WHAT TO DO: This exercise asks for a copy of each line in the records below with the word "name" in it.

RECORDS:
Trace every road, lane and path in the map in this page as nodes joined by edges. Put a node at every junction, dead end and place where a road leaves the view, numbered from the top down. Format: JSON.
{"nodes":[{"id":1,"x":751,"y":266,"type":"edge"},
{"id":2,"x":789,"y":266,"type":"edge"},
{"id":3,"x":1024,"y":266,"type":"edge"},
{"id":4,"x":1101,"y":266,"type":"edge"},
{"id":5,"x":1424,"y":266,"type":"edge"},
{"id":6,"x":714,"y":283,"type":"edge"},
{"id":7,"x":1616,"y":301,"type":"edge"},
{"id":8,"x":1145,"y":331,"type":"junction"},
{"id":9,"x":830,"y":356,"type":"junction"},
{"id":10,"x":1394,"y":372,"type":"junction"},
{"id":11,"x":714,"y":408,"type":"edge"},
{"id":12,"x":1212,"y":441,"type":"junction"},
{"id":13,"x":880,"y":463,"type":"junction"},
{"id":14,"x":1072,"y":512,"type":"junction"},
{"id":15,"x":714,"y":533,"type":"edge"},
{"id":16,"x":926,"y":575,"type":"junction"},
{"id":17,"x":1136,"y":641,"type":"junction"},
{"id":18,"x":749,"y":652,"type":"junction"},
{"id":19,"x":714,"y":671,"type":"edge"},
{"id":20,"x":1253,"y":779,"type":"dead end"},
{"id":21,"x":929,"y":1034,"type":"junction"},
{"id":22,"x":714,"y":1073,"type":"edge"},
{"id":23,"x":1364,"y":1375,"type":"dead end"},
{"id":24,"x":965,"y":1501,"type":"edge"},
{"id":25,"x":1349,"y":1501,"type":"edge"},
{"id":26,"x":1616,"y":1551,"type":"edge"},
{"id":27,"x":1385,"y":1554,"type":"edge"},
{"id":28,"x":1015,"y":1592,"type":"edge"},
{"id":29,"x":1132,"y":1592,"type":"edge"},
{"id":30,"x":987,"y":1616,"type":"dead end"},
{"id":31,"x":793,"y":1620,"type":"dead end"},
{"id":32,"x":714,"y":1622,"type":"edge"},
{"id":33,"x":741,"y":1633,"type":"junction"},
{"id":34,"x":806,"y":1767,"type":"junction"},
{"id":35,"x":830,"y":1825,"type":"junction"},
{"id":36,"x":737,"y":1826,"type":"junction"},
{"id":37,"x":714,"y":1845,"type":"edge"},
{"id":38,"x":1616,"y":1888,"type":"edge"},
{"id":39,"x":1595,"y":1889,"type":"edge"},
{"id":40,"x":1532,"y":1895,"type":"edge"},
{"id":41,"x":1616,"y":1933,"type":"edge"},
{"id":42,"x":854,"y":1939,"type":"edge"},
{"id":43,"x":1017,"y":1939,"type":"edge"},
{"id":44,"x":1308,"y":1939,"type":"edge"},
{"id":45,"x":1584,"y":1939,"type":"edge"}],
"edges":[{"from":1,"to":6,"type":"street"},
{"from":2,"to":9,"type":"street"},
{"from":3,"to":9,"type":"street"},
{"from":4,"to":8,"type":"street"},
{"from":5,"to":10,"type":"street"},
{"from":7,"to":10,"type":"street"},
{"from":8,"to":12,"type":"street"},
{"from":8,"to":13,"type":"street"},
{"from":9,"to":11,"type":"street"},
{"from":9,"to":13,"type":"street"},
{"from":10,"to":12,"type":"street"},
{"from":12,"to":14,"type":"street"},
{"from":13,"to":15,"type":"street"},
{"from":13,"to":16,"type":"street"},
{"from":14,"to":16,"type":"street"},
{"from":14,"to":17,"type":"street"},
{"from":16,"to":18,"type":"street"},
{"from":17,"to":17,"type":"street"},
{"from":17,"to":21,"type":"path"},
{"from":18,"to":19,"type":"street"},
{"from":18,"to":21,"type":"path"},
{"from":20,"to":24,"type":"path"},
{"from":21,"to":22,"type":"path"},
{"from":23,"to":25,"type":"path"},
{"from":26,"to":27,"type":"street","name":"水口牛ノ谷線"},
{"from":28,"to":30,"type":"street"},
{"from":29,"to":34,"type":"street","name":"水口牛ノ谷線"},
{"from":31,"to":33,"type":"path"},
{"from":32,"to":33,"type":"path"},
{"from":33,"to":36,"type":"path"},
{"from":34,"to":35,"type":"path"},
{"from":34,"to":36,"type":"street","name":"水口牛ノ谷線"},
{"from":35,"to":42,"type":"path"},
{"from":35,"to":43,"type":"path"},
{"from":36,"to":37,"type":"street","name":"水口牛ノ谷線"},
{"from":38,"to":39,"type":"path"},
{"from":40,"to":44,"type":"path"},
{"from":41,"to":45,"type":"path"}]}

RESULT FOR THIS TASK:
{"from":26,"to":27,"type":"street","name":"水口牛ノ谷線"},
{"from":29,"to":34,"type":"street","name":"水口牛ノ谷線"},
{"from":34,"to":36,"type":"street","name":"水口牛ノ谷線"},
{"from":36,"to":37,"type":"street","name":"水口牛ノ谷線"},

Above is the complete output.